You have been given a choice between either –
a. $100 guaranteed, or
b. A 50/50 chance to receive either $200 or nothing.
The point is made that people will invariably opt for the first choice despite the fact that the mathematical expectancy of the two choices is the same (I have something to say about this in a minute) This is used to illustrate the point that traders invariably engage in the self defeating action of cutting their profits short. My rationale as to why we do this is probably buried somewhere deep in the evolution of our psychology, which in turn is linked to our desire to maximise our own pleasure. Consider this, you are one of our ancestors and you come across a fresh kill on the tundra. A bounty like this is rare because life is harsh, short and brutish. Naturally you grab whatever you can and run away, after all the kill belongs to something else and you don’t want to be around when it gets back. You are rewarded handsomely for this behaviour by avoiding starvation long enough to breed, thereby passing on this behaviour. My guess is that those ancestors of ours who stuck around to be pigs generally didn’t live long enough to have offspring. Over millennia this behaviour finds a modern translation in that you can never go broke taking a profit and it becomes the bane of all traders.
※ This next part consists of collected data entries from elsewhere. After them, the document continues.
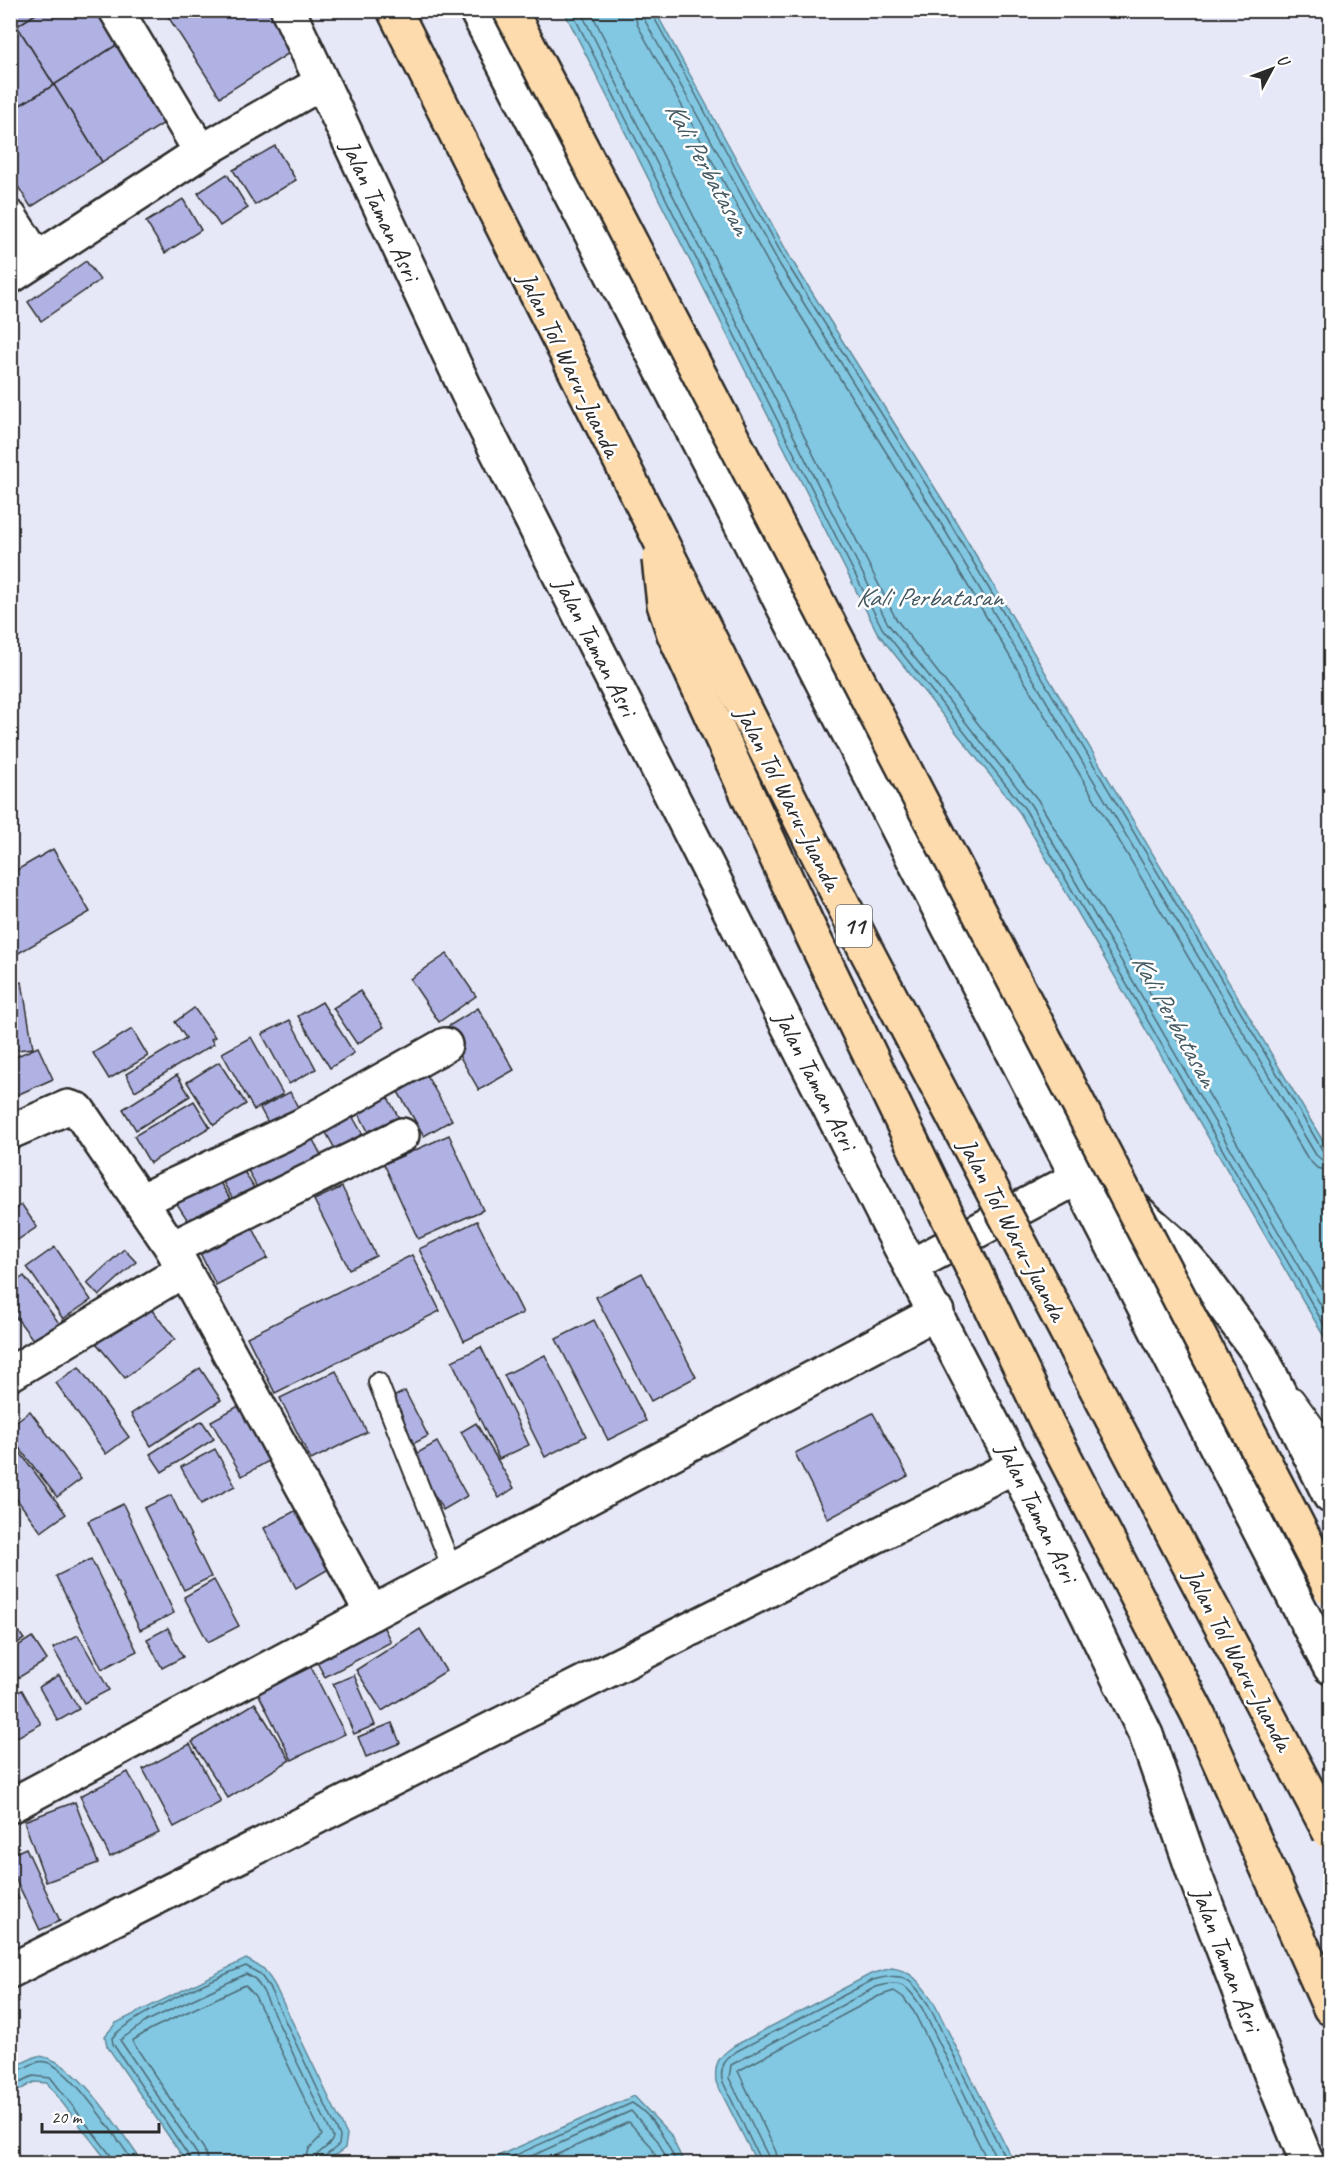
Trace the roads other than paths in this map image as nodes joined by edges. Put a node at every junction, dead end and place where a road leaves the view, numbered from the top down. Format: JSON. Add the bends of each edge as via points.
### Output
{"nodes":[{"id":1,"x":116,"y":10,"type":"edge"},
{"id":2,"x":288,"y":10,"type":"edge"},
{"id":3,"x":394,"y":10,"type":"edge"},
{"id":4,"x":476,"y":10,"type":"edge"},
{"id":5,"x":510,"y":10,"type":"edge"},
{"id":6,"x":321,"y":83,"type":"junction"},
{"id":7,"x":201,"y":152,"type":"junction"},
{"id":8,"x":10,"y":217,"type":"edge"},
{"id":9,"x":24,"y":268,"type":"edge"},
{"id":10,"x":656,"y":536,"type":"junction"},
{"id":11,"x":445,"y":1044,"type":"dead end"},
{"id":12,"x":10,"y":1132,"type":"edge"},
{"id":13,"x":402,"y":1135,"type":"dead end"},
{"id":14,"x":1079,"y":1177,"type":"junction"},
{"id":15,"x":140,"y":1201,"type":"junction"},
{"id":16,"x":178,"y":1259,"type":"junction"},
{"id":17,"x":911,"y":1266,"type":"junction"},
{"id":18,"x":937,"y":1312,"type":"junction"},
{"id":19,"x":1261,"y":1356,"type":"junction"},
{"id":20,"x":10,"y":1374,"type":"edge"},
{"id":21,"x":378,"y":1382,"type":"dead end"},
{"id":22,"x":1330,"y":1446,"type":"edge"},
{"id":23,"x":1015,"y":1466,"type":"junction"},
{"id":24,"x":1330,"y":1496,"type":"edge"},
{"id":25,"x":453,"y":1570,"type":"junction"},
{"id":26,"x":1330,"y":1588,"type":"edge"},
{"id":27,"x":372,"y":1613,"type":"junction"},
{"id":28,"x":1330,"y":1667,"type":"edge"},
{"id":29,"x":10,"y":1806,"type":"edge"},
{"id":30,"x":1330,"y":1833,"type":"edge"},
{"id":31,"x":10,"y":1971,"type":"edge"},
{"id":32,"x":1330,"y":2008,"type":"edge"},
{"id":33,"x":1308,"y":2163,"type":"edge"}],
"edges":[{"from":1,"to":7,"type":"main road"},
{"from":2,"to":6,"type":"main road","name":"Jalan Taman Asri"},
{"from":3,"to":10,"type":"highway","name":"Jalan Tol Waru–Juanda","number":"11","bridge":true},
{"from":4,"to":14,"type":"main road"},
{"from":5,"to":26,"type":"highway","bridge":true},
{"from":6,"to":7,"type":"main road"},
{"from":6,"to":17,"type":"main road","name":"Jalan Taman Asri","via":[[468,393]]},
{"from":7,"to":9,"type":"main road"},
{"from":8,"to":9,"type":"main road"},
{"from":10,"to":30,"type":"highway","name":"Jalan Tol Waru–Juanda","number":"11","bridge":true,"via":[[872,961]]},
{"from":10,"to":32,"type":"highway","bridge":true,"via":[[664,604],[674,634],[806,922],[1047,1423],[1199,1716]]},
{"from":11,"to":15,"type":"main road","via":[[301,1126]]},
{"from":12,"to":15,"type":"main road","via":[[65,1108],[74,1108]]},
{"from":13,"to":16,"type":"main road"},
{"from":14,"to":17,"type":"main road"},
{"from":14,"to":19,"type":"main road","via":[[1110,1188],[1174,1244]]},
{"from":14,"to":28,"type":"main road"},
{"from":15,"to":16,"type":"main road"},
{"from":16,"to":20,"type":"main road"},
{"from":16,"to":27,"type":"main road"},
{"from":17,"to":18,"type":"main road","name":"Jalan Taman Asri"},
{"from":18,"to":23,"type":"main road","name":"Jalan Taman Asri"},
{"from":18,"to":25,"type":"main road"},
{"from":19,"to":22,"type":"lane"},
{"from":19,"to":24,"type":"main road"},
{"from":21,"to":25,"type":"lane"},
{"from":23,"to":31,"type":"main road"},
{"from":23,"to":33,"type":"main road","name":"Jalan Taman Asri","via":[[1146,1735],[1198,1884]]},
{"from":25,"to":27,"type":"main road"},
{"from":27,"to":29,"type":"main road"}]}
The reverse of this problem is offered as an example of how poor we are at dealing with losses. The problem is generally framed as you have been given a choice between either –
a. a guaranteed loss of $100.
b. A 50/50 chance to lose either $200 or nothing.
Traditionally, traders opt for the latter – so we have the perfect storm of cutting profits short but letting losses run. This is the reverse of the often quoted maxim for successful trading.
However, this example has always troubled me. I understand the point it is trying to make and I think that point is valid and true, the majority of people do what Jessie Livermore describes as doing exactly the wrong thing – selling the thing which gives you a profit and keeping the thing that makes you a loss. My discomfort with this example is that it offers a coin toss and not a continuum. Trading is not a coin toss it is a continuum and our trades reflect it, so whilst the lesson for traders is valid the example used to get there is weak. The question would be better phrased and more reflective of trading if it were presented as over time you have a 50/50 chance of receiving $200 – this reflects the actuality of expectancy.
There is another point of difficulty I have with the problem and it is one of both scale and economic utility. Let me rephrase the initial question as –
You have been given a choice between either –
a. $1B guaranteed, or
b. A 50/50 chance to receive either $2B or nothing.
The psychological import of the question changes as the scale changes – this is always a problem I have had with psychology as opposed to physics. The answer should remain the same irrespective of the scale of the problem. But in the real world you would be insane to risk a guaranteed $1B on a coin toss . The decision to not risk it would not be reflective of being a poor trading but upon understanding that there was nothing you could buy with $2B that you could not buy with $1B. The decision reflects one of economic utility as much it does the psychology of those making the decision. Interestingly, there is a modern example of investors walking away from such a guaranteed payoff. In 2010 Google offered to buy Groupon for an estimated $6B , it was rumoured that this offer came on the back of Yahoo offering $3B a month earlier. Groupon knocked back both offers – needless to say the company is valued nowhere near that now.
Trading is a complex psychological endevour and whilst some simple models do make strong points we need to be aware that the models have limitations and that trading is a fluid game that at times demands that you act in ways that a psychologist might not approve of.